=== Section Start ===
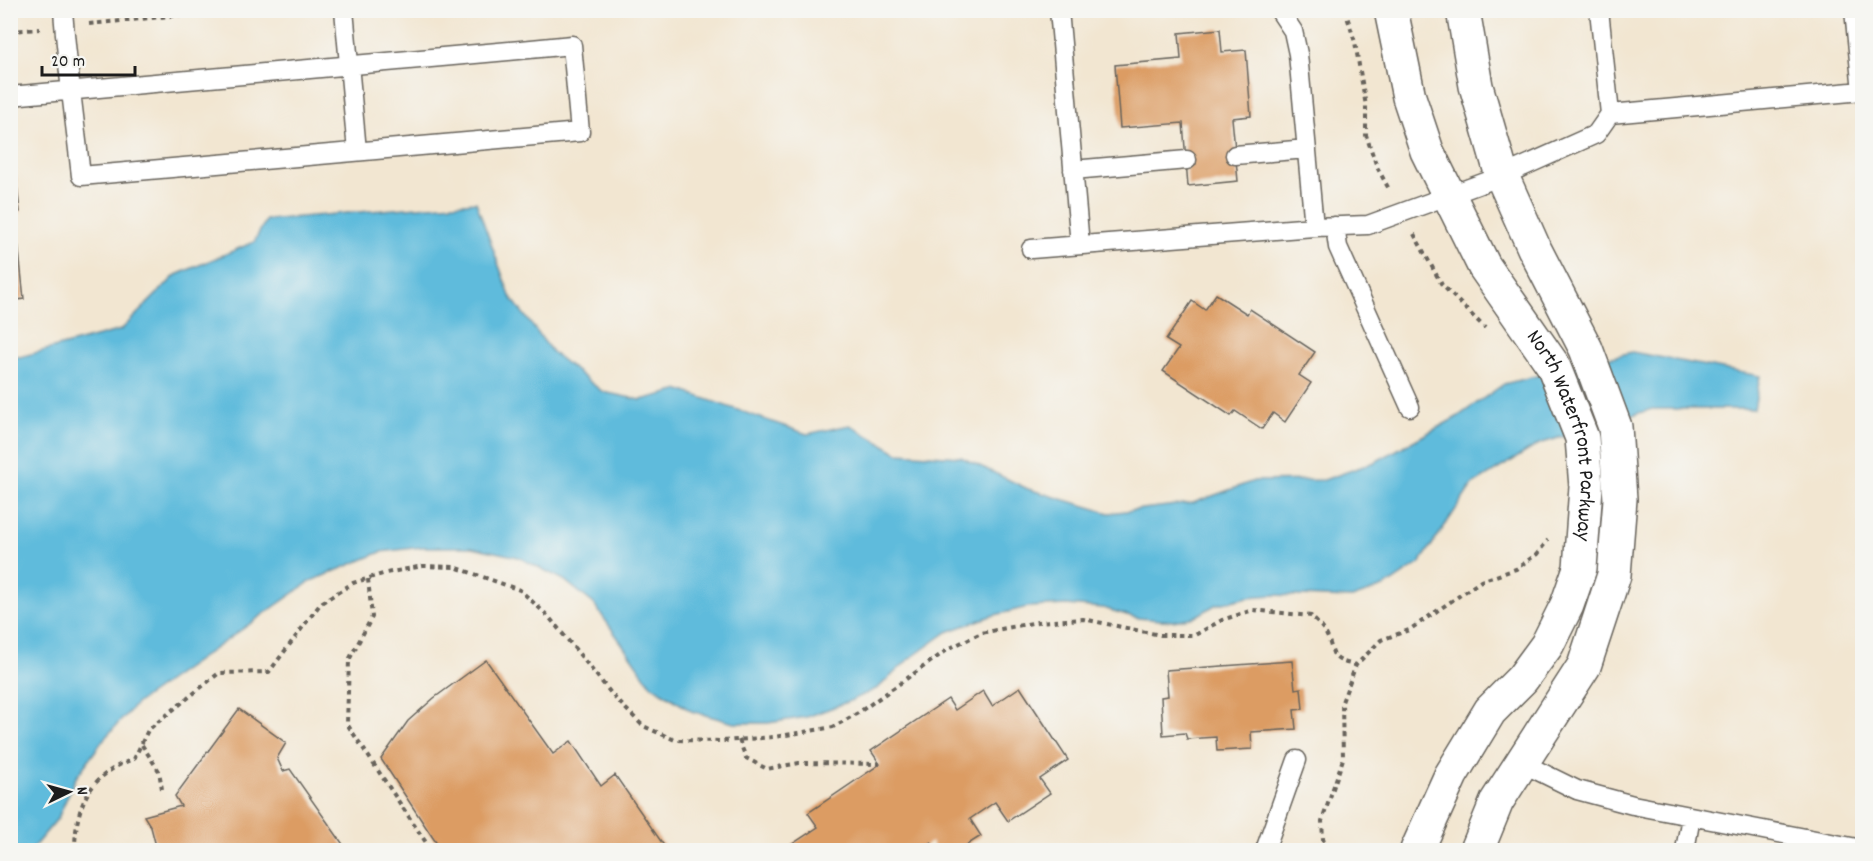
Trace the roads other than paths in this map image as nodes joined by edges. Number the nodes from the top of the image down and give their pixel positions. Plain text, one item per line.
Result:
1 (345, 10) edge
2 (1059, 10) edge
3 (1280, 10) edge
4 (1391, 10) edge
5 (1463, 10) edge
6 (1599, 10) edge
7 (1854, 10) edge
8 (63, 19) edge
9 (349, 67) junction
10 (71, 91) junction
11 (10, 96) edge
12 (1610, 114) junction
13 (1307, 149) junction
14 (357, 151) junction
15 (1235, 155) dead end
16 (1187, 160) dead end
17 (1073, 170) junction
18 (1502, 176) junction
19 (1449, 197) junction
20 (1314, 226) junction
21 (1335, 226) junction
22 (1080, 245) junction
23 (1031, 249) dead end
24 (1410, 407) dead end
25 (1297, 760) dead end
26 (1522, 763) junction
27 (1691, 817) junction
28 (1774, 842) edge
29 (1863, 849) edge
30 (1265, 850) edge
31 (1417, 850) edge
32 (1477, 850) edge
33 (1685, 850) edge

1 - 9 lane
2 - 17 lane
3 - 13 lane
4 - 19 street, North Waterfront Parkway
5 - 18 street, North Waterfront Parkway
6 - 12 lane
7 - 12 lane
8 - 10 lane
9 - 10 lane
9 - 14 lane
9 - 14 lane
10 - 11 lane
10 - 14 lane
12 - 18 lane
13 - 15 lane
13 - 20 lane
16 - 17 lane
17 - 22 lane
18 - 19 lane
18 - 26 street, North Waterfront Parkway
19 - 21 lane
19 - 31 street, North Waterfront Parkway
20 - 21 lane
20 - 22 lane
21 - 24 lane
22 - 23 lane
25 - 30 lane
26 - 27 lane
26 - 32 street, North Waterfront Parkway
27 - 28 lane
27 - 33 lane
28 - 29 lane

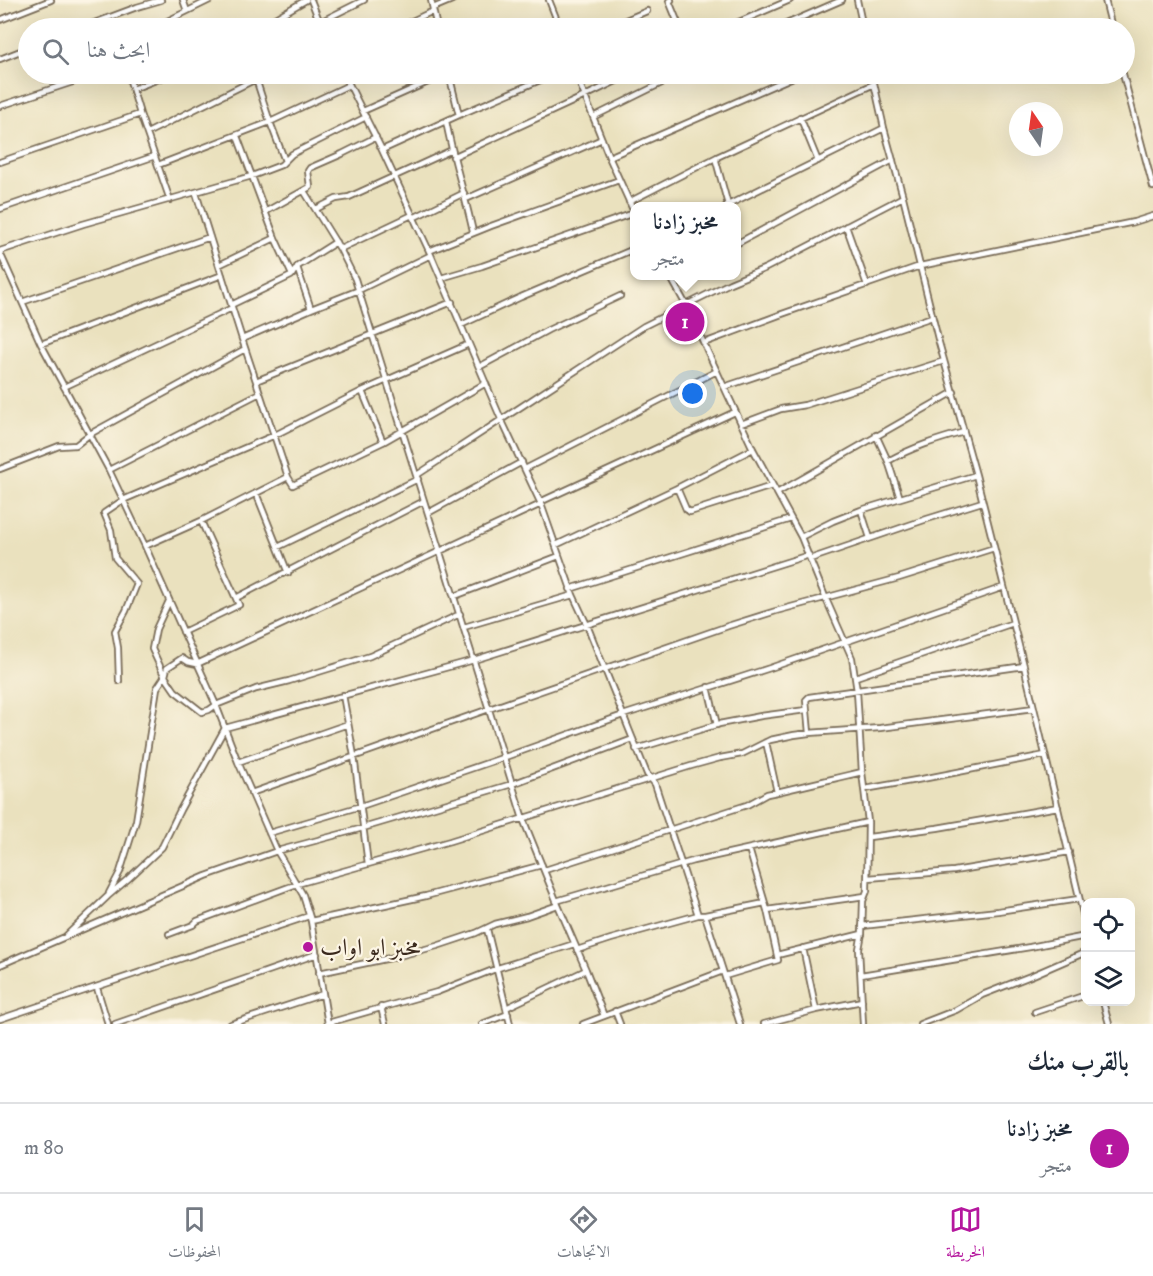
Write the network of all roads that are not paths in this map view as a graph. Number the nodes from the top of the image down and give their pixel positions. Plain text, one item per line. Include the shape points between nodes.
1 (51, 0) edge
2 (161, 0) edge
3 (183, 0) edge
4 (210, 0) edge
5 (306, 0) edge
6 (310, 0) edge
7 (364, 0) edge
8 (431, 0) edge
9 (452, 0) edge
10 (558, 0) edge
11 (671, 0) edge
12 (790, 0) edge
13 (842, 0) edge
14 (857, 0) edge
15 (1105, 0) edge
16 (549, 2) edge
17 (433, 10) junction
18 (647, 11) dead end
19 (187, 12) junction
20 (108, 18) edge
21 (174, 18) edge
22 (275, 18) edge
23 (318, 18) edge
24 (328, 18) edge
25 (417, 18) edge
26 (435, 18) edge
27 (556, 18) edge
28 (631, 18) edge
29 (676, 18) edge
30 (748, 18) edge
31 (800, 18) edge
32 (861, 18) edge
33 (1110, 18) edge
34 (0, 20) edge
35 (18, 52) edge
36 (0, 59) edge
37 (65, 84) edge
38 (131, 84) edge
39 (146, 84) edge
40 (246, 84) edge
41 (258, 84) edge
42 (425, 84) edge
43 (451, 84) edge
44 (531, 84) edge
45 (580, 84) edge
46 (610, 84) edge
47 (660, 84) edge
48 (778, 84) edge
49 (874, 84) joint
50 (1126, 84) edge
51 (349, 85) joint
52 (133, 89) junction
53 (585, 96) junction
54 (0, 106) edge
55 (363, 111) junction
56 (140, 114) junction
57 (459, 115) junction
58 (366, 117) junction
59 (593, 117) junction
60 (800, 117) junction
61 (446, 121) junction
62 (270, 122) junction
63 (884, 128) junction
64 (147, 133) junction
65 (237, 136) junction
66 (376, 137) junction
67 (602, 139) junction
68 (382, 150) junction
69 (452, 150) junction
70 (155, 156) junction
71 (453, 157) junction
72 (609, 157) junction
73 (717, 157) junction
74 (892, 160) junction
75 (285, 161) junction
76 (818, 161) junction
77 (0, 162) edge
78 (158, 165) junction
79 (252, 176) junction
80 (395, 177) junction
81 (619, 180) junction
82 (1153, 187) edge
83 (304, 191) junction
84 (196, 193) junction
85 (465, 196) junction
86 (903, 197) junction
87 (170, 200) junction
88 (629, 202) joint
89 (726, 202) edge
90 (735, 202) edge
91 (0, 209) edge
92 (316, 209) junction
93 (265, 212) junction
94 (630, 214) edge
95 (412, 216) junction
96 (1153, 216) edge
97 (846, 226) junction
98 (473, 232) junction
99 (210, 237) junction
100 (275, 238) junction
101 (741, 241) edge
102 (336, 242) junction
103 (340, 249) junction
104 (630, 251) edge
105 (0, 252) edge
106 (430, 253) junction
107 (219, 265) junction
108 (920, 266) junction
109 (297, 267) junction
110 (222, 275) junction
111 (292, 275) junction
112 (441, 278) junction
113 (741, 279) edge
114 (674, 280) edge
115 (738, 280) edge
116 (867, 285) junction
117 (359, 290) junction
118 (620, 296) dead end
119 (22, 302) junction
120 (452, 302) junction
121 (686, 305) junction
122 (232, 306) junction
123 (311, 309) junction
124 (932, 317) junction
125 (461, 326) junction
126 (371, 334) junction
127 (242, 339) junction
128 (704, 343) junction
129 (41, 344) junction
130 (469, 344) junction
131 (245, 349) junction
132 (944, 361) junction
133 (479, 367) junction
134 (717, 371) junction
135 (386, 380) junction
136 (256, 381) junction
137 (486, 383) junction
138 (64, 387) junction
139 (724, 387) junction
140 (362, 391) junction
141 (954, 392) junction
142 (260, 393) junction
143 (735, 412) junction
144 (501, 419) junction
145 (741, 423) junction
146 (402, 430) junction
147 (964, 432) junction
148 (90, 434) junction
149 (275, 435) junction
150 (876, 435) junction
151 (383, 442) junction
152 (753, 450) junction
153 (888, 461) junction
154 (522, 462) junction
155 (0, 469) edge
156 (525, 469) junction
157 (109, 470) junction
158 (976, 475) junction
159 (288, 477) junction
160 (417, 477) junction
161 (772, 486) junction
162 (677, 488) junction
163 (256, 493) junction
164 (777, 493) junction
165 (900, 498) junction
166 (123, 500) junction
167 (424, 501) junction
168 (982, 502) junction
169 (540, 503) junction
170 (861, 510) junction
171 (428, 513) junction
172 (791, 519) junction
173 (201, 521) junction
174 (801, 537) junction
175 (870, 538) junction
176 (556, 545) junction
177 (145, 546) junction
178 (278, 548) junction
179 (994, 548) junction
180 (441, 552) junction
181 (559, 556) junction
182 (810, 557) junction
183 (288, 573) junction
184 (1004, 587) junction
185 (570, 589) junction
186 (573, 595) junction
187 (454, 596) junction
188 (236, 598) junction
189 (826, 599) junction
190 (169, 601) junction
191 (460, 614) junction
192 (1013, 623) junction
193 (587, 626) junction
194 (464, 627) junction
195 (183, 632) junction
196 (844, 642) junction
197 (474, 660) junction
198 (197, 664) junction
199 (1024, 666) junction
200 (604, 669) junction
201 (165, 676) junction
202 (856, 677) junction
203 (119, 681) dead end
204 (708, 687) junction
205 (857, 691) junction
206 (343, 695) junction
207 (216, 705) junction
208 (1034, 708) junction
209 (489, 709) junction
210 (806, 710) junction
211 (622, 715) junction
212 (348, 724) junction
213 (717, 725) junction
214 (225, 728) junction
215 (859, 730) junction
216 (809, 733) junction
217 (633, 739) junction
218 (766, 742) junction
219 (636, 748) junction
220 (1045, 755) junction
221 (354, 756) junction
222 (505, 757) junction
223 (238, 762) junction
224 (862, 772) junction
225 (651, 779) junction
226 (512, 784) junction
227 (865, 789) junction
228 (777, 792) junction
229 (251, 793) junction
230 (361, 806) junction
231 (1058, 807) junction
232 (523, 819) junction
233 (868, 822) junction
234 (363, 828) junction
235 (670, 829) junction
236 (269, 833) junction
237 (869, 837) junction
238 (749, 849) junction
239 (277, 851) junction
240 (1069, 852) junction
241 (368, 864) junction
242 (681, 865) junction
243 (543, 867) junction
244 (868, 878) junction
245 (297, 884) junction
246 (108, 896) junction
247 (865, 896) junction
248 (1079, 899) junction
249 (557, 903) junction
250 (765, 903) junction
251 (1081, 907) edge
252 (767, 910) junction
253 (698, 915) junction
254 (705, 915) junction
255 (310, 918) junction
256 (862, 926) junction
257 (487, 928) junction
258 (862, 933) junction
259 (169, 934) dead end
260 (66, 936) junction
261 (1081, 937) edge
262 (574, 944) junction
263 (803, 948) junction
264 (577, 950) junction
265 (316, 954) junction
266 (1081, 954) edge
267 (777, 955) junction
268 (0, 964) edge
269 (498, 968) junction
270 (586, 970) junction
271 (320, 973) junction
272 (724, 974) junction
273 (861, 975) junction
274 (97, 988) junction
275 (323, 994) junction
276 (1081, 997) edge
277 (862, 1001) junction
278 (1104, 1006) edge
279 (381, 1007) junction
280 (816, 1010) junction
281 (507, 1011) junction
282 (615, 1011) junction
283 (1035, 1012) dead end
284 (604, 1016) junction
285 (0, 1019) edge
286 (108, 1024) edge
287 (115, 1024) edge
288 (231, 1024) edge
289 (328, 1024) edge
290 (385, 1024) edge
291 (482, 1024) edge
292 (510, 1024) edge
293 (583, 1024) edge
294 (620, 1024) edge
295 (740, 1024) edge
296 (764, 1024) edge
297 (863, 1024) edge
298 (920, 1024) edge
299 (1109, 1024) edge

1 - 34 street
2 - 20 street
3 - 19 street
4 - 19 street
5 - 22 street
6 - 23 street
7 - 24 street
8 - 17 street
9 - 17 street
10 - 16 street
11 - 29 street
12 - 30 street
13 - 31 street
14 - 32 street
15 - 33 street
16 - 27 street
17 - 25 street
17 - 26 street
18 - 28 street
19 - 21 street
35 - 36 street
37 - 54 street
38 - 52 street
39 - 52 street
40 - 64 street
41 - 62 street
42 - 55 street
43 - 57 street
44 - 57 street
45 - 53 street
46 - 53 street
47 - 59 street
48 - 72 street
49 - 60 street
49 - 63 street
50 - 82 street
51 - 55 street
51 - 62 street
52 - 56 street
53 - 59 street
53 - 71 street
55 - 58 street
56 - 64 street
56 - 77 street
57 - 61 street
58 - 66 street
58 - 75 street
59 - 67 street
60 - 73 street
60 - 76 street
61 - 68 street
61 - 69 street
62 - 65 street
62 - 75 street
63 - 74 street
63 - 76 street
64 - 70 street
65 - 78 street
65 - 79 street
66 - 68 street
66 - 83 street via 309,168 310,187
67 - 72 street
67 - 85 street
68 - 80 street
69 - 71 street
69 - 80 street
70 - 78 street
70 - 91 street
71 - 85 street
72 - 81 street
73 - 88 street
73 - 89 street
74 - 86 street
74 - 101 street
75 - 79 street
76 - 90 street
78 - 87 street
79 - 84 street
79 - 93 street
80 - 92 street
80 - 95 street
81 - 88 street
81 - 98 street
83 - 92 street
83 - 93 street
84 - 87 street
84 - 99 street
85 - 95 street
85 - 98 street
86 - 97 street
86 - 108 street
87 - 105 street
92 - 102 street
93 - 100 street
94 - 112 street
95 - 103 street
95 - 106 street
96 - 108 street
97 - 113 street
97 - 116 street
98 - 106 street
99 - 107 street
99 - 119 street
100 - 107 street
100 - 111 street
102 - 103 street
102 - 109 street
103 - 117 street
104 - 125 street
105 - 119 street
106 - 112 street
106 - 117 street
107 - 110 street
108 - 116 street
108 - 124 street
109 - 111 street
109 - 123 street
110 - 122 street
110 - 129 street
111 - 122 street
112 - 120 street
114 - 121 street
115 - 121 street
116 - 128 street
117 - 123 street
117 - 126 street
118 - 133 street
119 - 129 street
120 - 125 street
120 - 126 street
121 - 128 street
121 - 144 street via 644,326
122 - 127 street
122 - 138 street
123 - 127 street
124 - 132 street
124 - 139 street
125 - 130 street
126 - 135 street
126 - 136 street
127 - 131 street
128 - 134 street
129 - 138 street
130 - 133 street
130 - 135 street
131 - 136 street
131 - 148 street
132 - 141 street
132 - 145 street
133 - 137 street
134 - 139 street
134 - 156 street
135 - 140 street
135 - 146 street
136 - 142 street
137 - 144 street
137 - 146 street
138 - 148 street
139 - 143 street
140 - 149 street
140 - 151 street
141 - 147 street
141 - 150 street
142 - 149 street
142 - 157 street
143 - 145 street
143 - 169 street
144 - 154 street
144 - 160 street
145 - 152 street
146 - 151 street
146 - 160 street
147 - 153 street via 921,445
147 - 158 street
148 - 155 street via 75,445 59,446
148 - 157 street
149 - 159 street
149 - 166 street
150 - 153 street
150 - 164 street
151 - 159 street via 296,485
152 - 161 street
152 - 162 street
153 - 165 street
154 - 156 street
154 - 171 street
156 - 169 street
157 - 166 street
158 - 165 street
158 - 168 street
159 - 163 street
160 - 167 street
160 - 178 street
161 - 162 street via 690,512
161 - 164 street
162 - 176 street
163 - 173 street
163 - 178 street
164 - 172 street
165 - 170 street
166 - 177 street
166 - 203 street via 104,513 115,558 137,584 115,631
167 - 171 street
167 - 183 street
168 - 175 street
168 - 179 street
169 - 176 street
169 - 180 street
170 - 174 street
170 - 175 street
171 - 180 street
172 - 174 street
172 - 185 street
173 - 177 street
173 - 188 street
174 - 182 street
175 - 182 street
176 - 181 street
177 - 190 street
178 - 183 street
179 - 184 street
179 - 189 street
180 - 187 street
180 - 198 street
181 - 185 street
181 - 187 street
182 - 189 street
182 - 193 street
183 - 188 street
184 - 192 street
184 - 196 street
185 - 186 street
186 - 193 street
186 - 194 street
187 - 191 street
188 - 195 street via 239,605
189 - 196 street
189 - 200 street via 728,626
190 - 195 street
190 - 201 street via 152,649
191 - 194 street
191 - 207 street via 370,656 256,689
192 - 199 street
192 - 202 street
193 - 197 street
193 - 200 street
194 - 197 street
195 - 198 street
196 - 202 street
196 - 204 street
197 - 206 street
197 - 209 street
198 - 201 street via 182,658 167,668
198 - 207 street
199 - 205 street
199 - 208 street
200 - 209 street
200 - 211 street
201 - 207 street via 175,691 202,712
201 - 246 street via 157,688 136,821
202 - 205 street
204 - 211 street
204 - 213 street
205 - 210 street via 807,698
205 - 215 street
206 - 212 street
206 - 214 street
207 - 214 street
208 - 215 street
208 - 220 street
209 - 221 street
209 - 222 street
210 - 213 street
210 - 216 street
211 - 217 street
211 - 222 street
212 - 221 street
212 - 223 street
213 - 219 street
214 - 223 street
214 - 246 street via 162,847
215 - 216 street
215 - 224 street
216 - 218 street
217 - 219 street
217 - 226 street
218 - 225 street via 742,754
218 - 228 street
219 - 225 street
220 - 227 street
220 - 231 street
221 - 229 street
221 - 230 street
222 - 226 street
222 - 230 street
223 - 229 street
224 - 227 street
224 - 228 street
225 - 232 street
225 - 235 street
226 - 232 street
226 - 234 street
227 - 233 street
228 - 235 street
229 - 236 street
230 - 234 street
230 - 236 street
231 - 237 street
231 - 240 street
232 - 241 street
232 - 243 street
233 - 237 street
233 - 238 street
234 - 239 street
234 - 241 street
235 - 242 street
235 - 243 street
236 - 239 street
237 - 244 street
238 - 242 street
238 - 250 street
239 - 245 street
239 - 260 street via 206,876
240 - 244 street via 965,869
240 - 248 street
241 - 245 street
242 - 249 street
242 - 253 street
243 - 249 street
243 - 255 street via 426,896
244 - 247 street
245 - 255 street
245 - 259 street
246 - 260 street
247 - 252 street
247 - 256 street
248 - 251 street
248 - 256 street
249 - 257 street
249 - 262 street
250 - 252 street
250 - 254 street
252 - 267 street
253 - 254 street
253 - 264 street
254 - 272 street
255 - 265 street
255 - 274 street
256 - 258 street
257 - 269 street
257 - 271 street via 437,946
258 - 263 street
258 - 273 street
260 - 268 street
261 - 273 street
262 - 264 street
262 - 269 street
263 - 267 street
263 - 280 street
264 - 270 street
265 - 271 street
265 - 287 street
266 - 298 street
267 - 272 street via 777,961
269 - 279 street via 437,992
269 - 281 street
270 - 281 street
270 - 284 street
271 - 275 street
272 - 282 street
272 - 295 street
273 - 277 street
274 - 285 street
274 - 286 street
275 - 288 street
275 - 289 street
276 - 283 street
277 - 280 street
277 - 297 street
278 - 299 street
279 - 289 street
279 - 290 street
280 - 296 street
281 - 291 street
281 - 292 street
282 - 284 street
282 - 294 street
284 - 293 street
=== Section End ===
## [Problem details]
Retrieve all lines from the data that contain the string "nodes".

## [Exercise output]
Trace the roads other than paths in this map image as nodes joined by edges. Number the nodes from the top of the image down and give their pixel positions. Plain text, one item per line.
Write the network of all roads that are not paths in this map view as a graph. Number the nodes from the top of the image down and give their pixel positions. Plain text, one item per line. Include the shape points between nodes.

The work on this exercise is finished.